*** Data extracts Section Begins ***
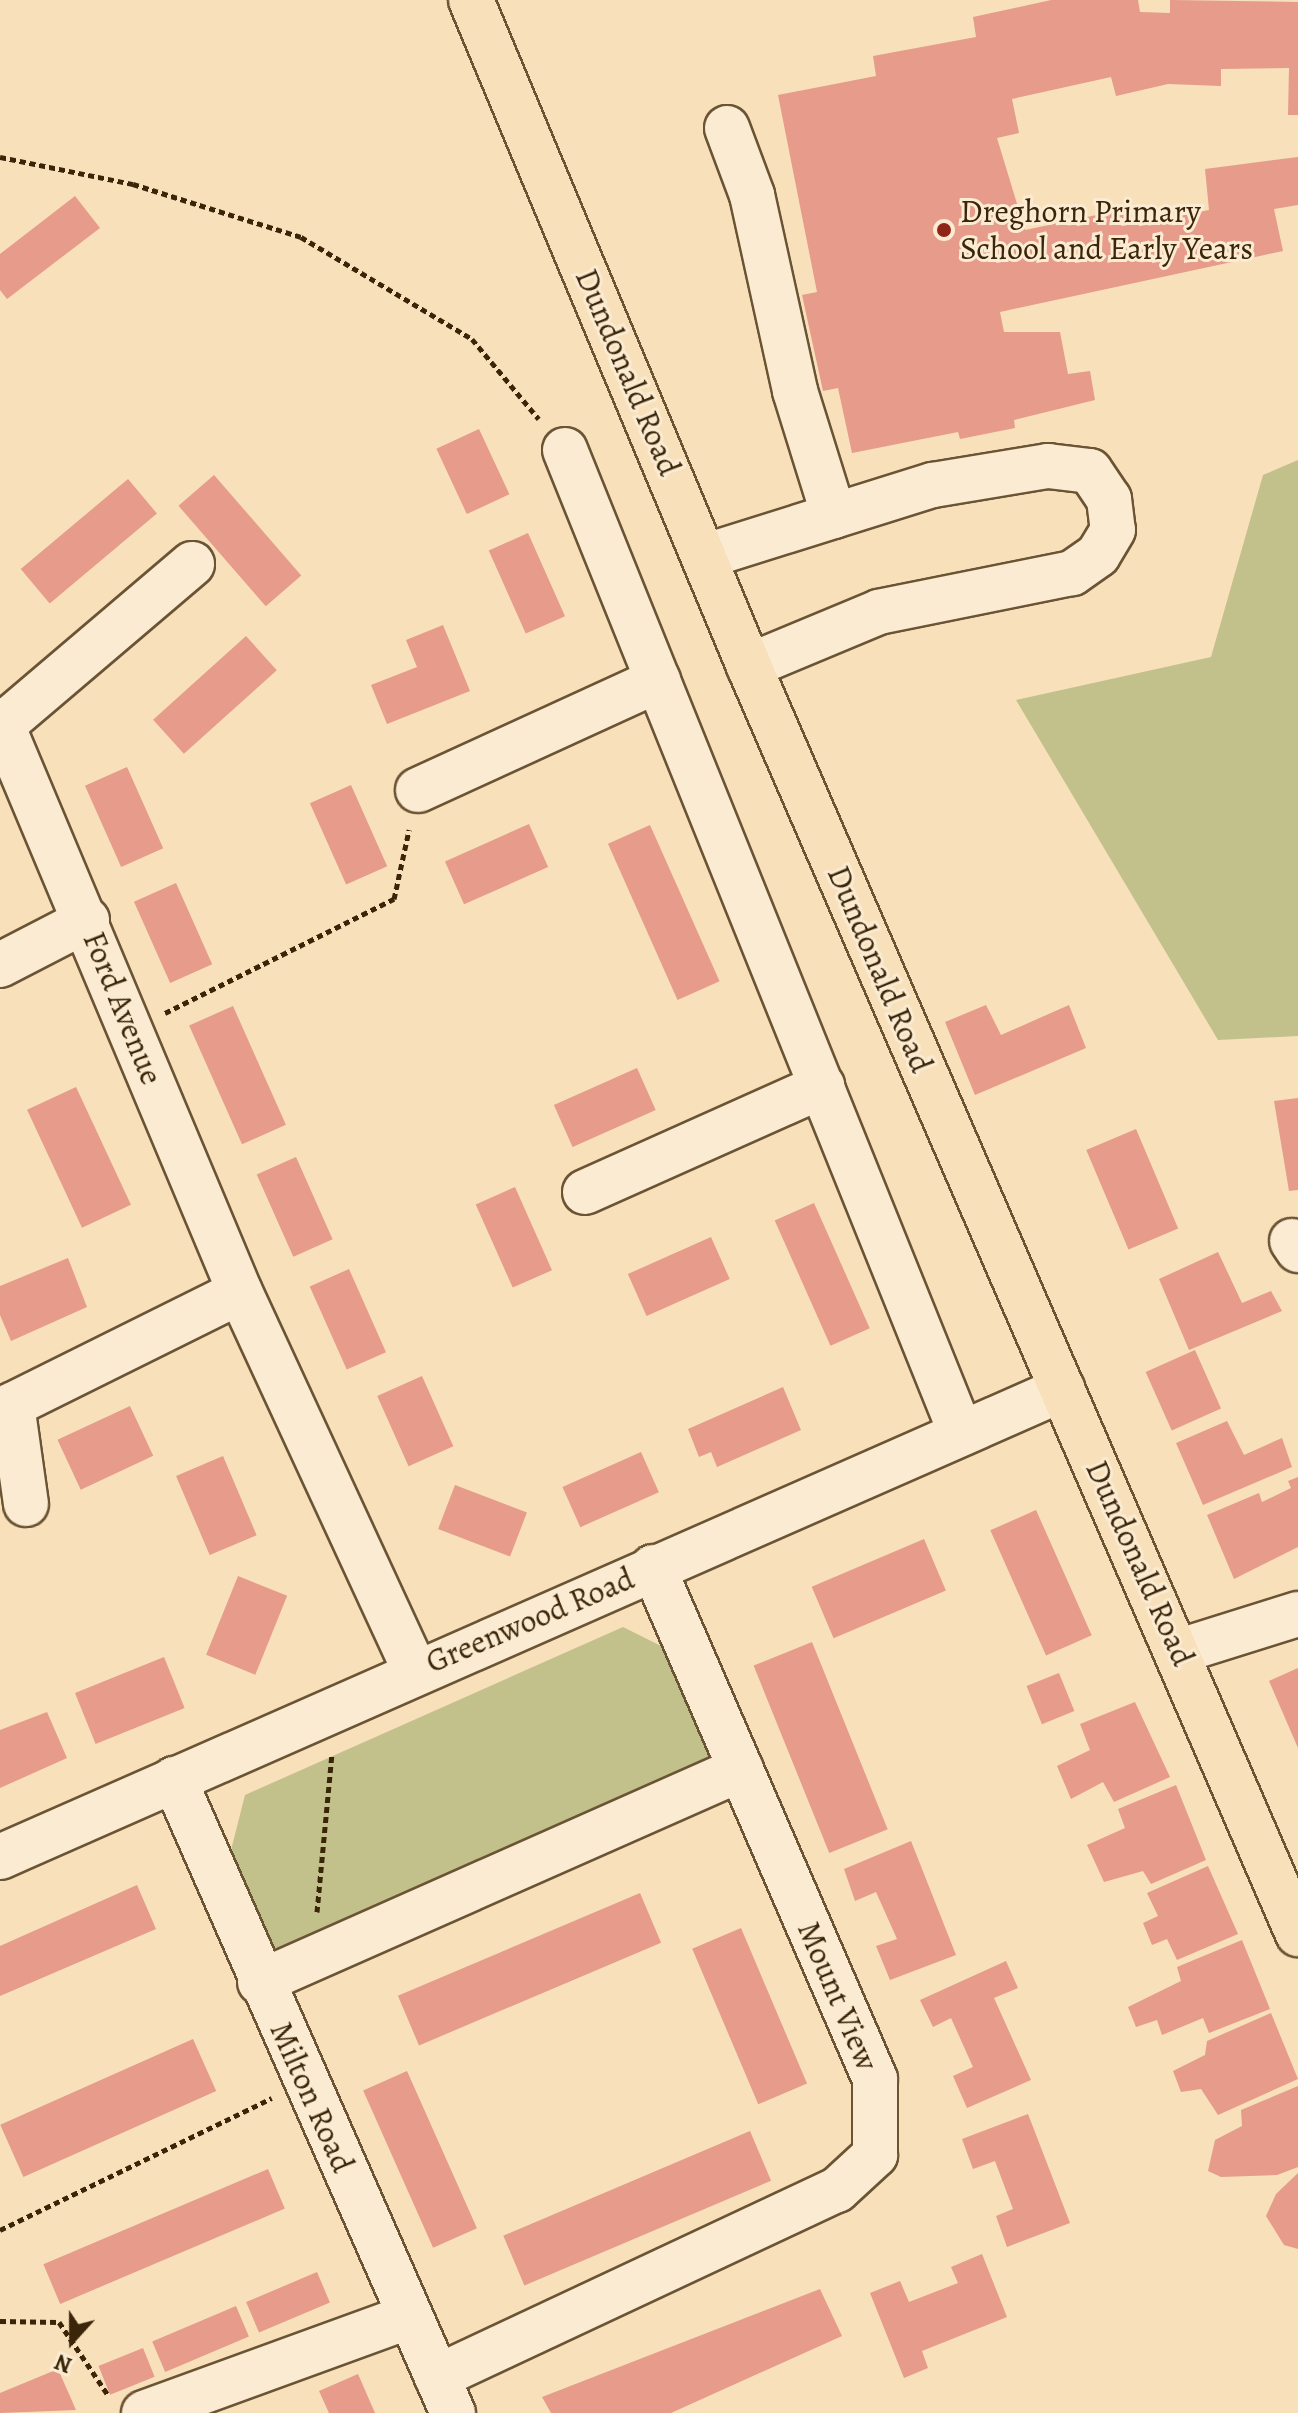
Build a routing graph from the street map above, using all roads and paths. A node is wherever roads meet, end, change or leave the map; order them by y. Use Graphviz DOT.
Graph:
graph roads {
  1 [pos="471,0"];
  2 [pos="727,128"];
  3 [pos="0,157"];
  4 [pos="565,450"];
  5 [pos="834,516"];
  6 [pos="706,556"];
  7 [pos="192,564"];
  8 [pos="749,666"];
  9 [pos="658,680"];
  10 [pos="2,722"];
  11 [pos="418,790"];
  12 [pos="87,920"];
  13 [pos="0,965"];
  14 [pos="132,1029"];
  15 [pos="822,1086"];
  16 [pos="585,1192"];
  17 [pos="240,1292"];
  18 [pos="1063,1389"];
  19 [pos="961,1433"];
  20 [pos="26,1504"];
  21 [pos="653,1567"];
  22 [pos="1298,1614"];
  23 [pos="1180,1651"];
  24 [pos="415,1670"];
  25 [pos="337,1705"];
  26 [pos="741,1769"];
  27 [pos="174,1779"];
  28 [pos="0,1857"];
  29 [pos="1298,1934"];
  30 [pos="313,1959"];
  31 [pos="260,1982"];
  32 [pos="305,2081"];
  33 [pos="0,2230"];
  34 [pos="410,2316"];
  35 [pos="0,2321"];
  36 [pos="445,2395"];
  37 [pos="128,2407"];
  1 -- 6 [label="main road, Dundonald Road"];
  2 -- 5 [label="street"];
  3 -- 4 [label="path"];
  4 -- 9 [label="street"];
  5 -- 6 [label="street"];
  5 -- 8 [label="street"];
  6 -- 8 [label="main road, Dundonald Road"];
  7 -- 10 [label="street, Ford Avenue"];
  8 -- 18 [label="main road, Dundonald Road"];
  9 -- 11 [label="street"];
  9 -- 15 [label="street"];
  10 -- 12 [label="street, Ford Avenue"];
  11 -- 14 [label="path"];
  12 -- 13 [label="street"];
  12 -- 14 [label="street, Ford Avenue"];
  14 -- 17 [label="street, Ford Avenue"];
  15 -- 16 [label="street"];
  15 -- 19 [label="street"];
  17 -- 20 [label="street"];
  17 -- 24 [label="street, Ford Avenue"];
  18 -- 19 [label="street, Greenwood Road"];
  18 -- 23 [label="main road, Dundonald Road"];
  19 -- 21 [label="street, Greenwood Road"];
  21 -- 24 [label="street, Greenwood Road"];
  21 -- 26 [label="street, Mount View"];
  22 -- 23 [label="street"];
  23 -- 29 [label="main road, Dundonald Road"];
  24 -- 25 [label="street, Greenwood Road"];
  25 -- 27 [label="street, Greenwood Road"];
  25 -- 30 [label="path"];
  26 -- 30 [label="street"];
  26 -- 36 [label="street, Mount View"];
  27 -- 28 [label="street, Greenwood Road"];
  27 -- 31 [label="street, Milton Road"];
  30 -- 31 [label="street"];
  31 -- 32 [label="street, Milton Road"];
  32 -- 33 [label="path"];
  32 -- 34 [label="street, Milton Road"];
  34 -- 36 [label="street, Milton Road"];
  34 -- 37 [label="street"];
  35 -- 37 [label="path"];
}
*** Data extracts Section Ends ***
Your instructions » Report every line containing the string "Dundonald" in the material.

Answer to the exercise »
  1 -- 6 [label="main road, Dundonald Road"];
  6 -- 8 [label="main road, Dundonald Road"];
  8 -- 18 [label="main road, Dundonald Road"];
  18 -- 23 [label="main road, Dundonald Road"];
  23 -- 29 [label="main road, Dundonald Road"];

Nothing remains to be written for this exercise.